The present-day town is located in the same site where the urban sector was in Inkan times. It is really interesting because it is the only spot in Peru where it is possible to find people living in the same buildings that served as homes for the nobility of the Inkan Society. Some of its narrow streets still keep their water channels where very clean water flowed for the population use; they are by the middle or at one side. The streets still maintain their Inkan names. The town was divided in rectangular blocks with a very well planned geometrical layout giving the impression of being a town designed by modern architects. Every block was compound of two “kanchas” (apartments); the street gates had double jamb doorways which indicate that those were real palaces with rooms around a central patio. At least the lower part of the buildings is original and made with “pirka” type walls that were covered with a clay coat and possibly also had mural paintings. Today, their thatched roofs were replaced by red tiles and it is possible to breath a certain air of modernity as the town has electricity and tap water; but in short, the town has still an Inkan taste. Some decades ago in Ollantaytambo, a worldwide meeting of the “Indian” representatives was carried out and they declared this town as the ” World Capital of Indianity”. By that time there were some efforts willing to help for an effective conservation of original structures; in practice, it is so little what was and is done for that purpose, and it is so sad to prove that many of its innate elements are being lost slowly.

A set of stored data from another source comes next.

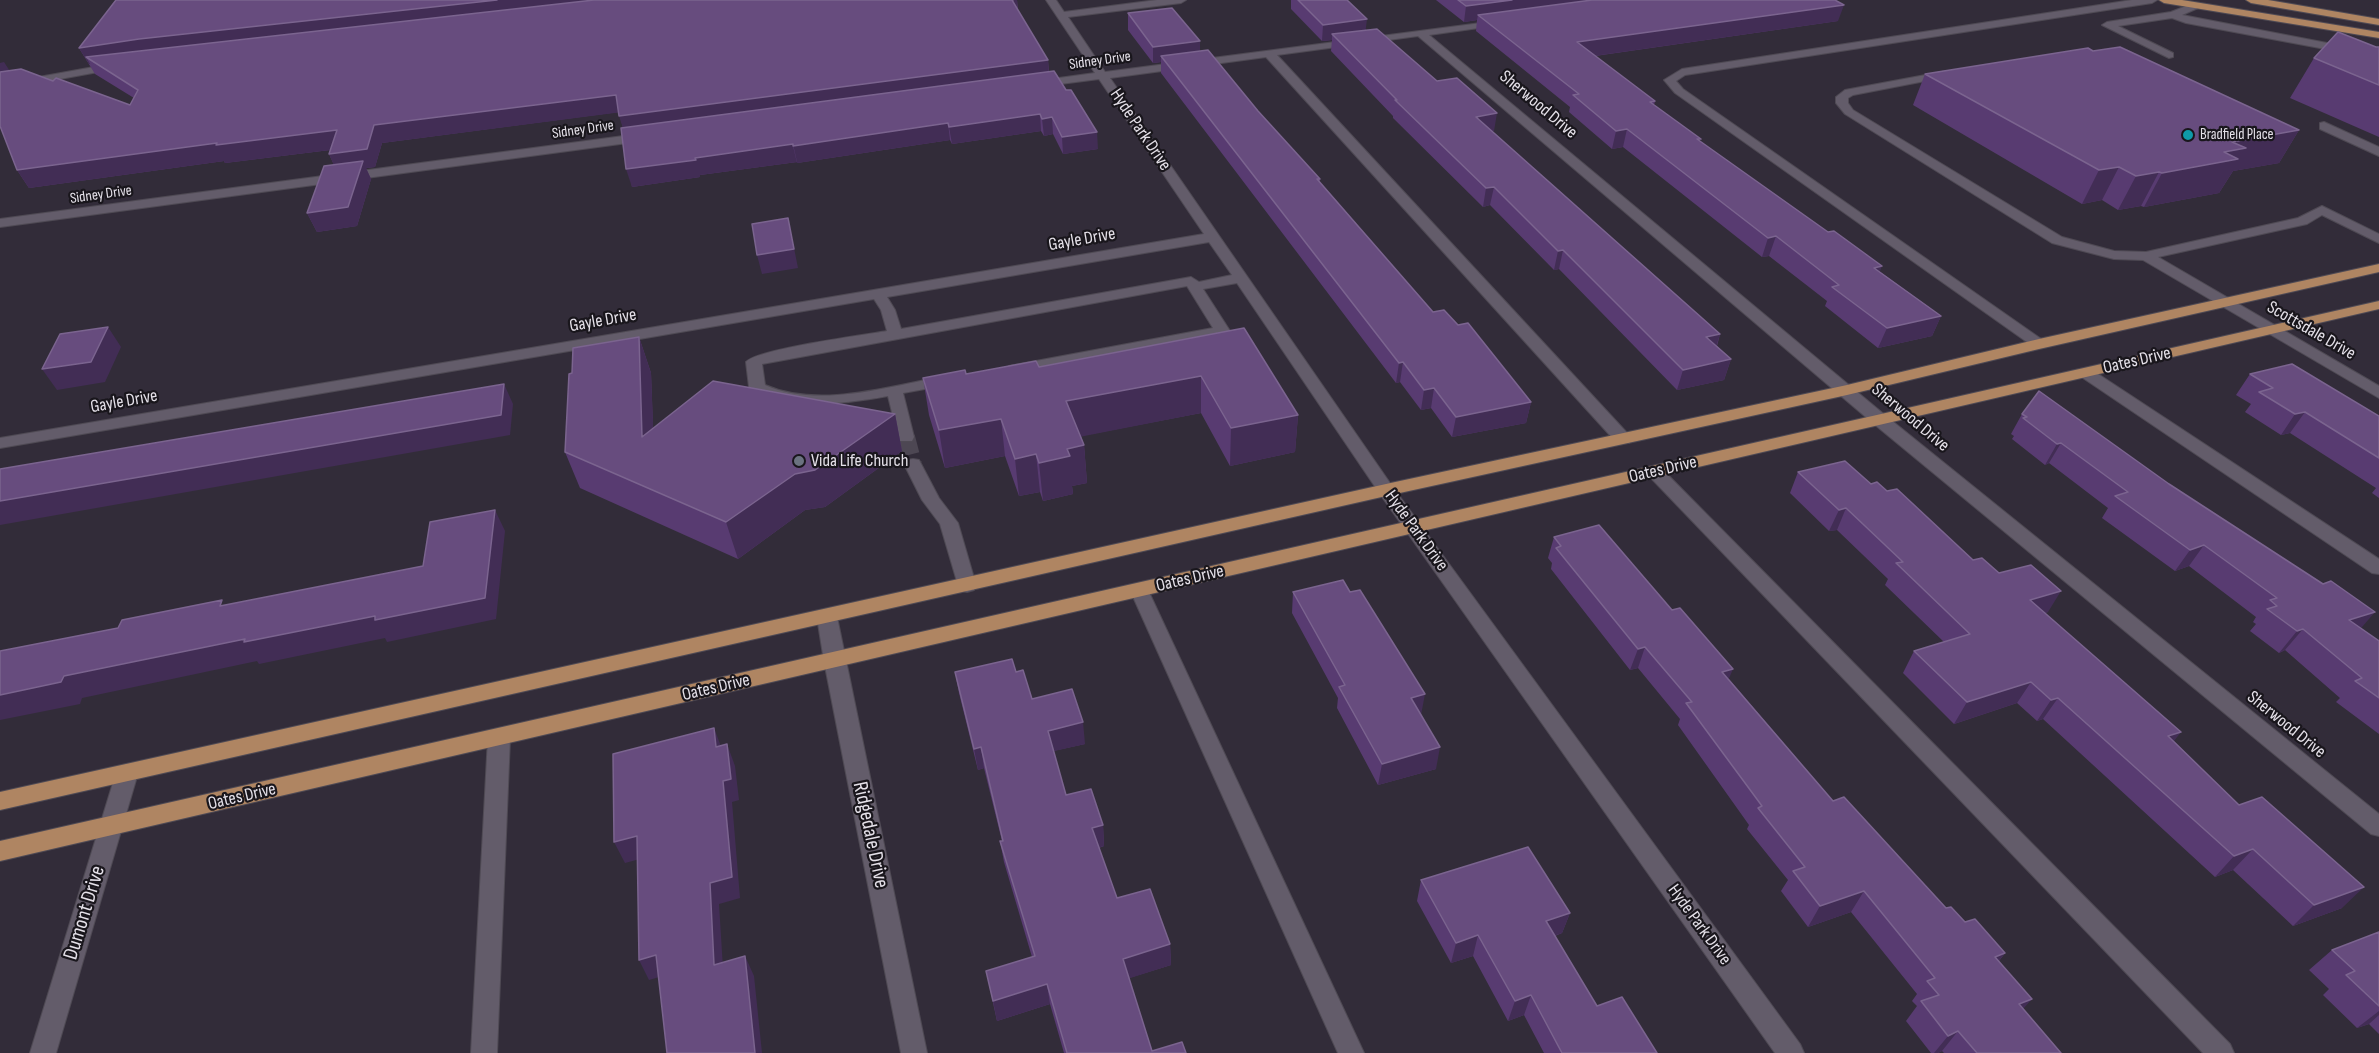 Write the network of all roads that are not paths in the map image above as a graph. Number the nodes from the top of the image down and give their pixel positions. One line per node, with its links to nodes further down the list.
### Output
1 (1051, 0): 7 (street, Hyde Park Drive)
2 (1181, 0): 7 (street)
3 (2152, 0): 36 (street)
4 (2164, 0): 6 (main road)
5 (2251, 0): 10 (main road)
6 (2197, 3): 8 (street); 12 (main road)
7 (1061, 15): 18 (street, Hyde Park Drive)
8 (2173, 15): 14 (street); 15 (street)
9 (1515, 20): 11 (street, Sidney Drive)
10 (2379, 21)
11 (1421, 33): 13 (street, Sidney Drive); 41 (street, Sherwood Drive)
12 (2379, 35)
13 (1269, 53): 18 (street, Sidney Drive); 45 (street)
14 (2169, 55)
15 (2379, 56)
16 (126, 64): 19 (street)
17 (1952, 73): 27 (street)
18 (1102, 75): 20 (street, Sidney Drive); 25 (street, Hyde Park Drive)
19 (0, 87)
20 (1020, 87)
21 (2324, 126): 23 (street)
22 (664, 134): 24 (street, Sidney Drive)
23 (2379, 152)
24 (0, 223)
25 (1213, 237): 29 (street, Hyde Park Drive); 31 (street, Gayle Drive)
26 (2379, 239): 27 (street)
27 (2146, 256): 32 (street, Scottsdale Drive)
28 (2379, 268): 32 (main road, Oates Drive)
29 (1241, 278): 30 (street); 49 (street, Hyde Park Drive)
30 (1194, 286): 35 (street); 37 (street)
31 (879, 295): 35 (street); 46 (street, Gayle Drive)
32 (2224, 303): 34 (street, Scottsdale Drive); 36 (main road, Oates Drive)
33 (2379, 305): 34 (main road, Oates Drive)
34 (2271, 330): 38 (main road, Oates Drive); 42 (street, Scottsdale Drive)
35 (895, 334): 40 (street)
36 (2039, 344): 41 (main road, Oates Drive)
37 (1000, 371)
38 (2086, 373): 43 (main road, Oates Drive); 51 (street)
39 (964, 378): 40 (street)
40 (894, 390): 44 (street)
41 (1847, 390): 43 (street, Sherwood Drive); 45 (main road, Oates Drive)
42 (2379, 393)
43 (1880, 420): 48 (main road, Oates Drive); 60 (street, Sherwood Drive)
44 (906, 436)
45 (1623, 440): 49 (main road, Oates Drive)
46 (0, 442)
47 (913, 464): 52 (street)
48 (1655, 472): 50 (main road, Oates Drive); 67 (street)
49 (1386, 490): 50 (street, Hyde Park Drive); 52 (main road, Oates Drive)
50 (1413, 527): 53 (main road, Oates Drive); 66 (street, Hyde Park Drive)
51 (2379, 568)
52 (967, 585): 54 (main road, Oates Drive)
53 (1139, 590): 55 (main road, Oates Drive); 65 (street)
54 (827, 617): 55 (street, Ridgedale Drive); 57 (main road, Oates Drive)
55 (834, 661): 56 (main road, Oates Drive); 64 (street, Ridgedale Drive)
56 (499, 738): 59 (main road, Oates Drive); 63 (street)
57 (127, 773): 58 (main road, Oates Drive); 59 (street, Dumont Drive)
58 (0, 801)
59 (111, 827): 61 (main road, Oates Drive); 62 (street, Dumont Drive)
60 (2379, 827)
61 (0, 851)
62 (43, 1053)
63 (483, 1053)
64 (914, 1053)
65 (1351, 1053)
66 (1791, 1053)
67 (2221, 1053)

Towards the town’s east is the Pinkuylluna hill (pinkuyllo = wind musical instrument similar to the “quena” or Andean flute) where an imposing huge building stands out and about which there is a lot of myth. Some very imaginative “scholars” argue that it’s been a school, a hospital some others, jail others, and even a hurling precipice!; according to archaeology and the Inkan architectonic characterization it was a “Qollqa” or “Pirwa“; that is, a granary or storehouse for food, clothing and weapons for local army. It has many doorways and openings that allowed ventilation, and surely they were built up there to enable protection of the stored goods. Likewise, some other smaller buildings are located in outstanding spots or angles of the mountain that served as watchtowers for controlling movement of persons in the valley.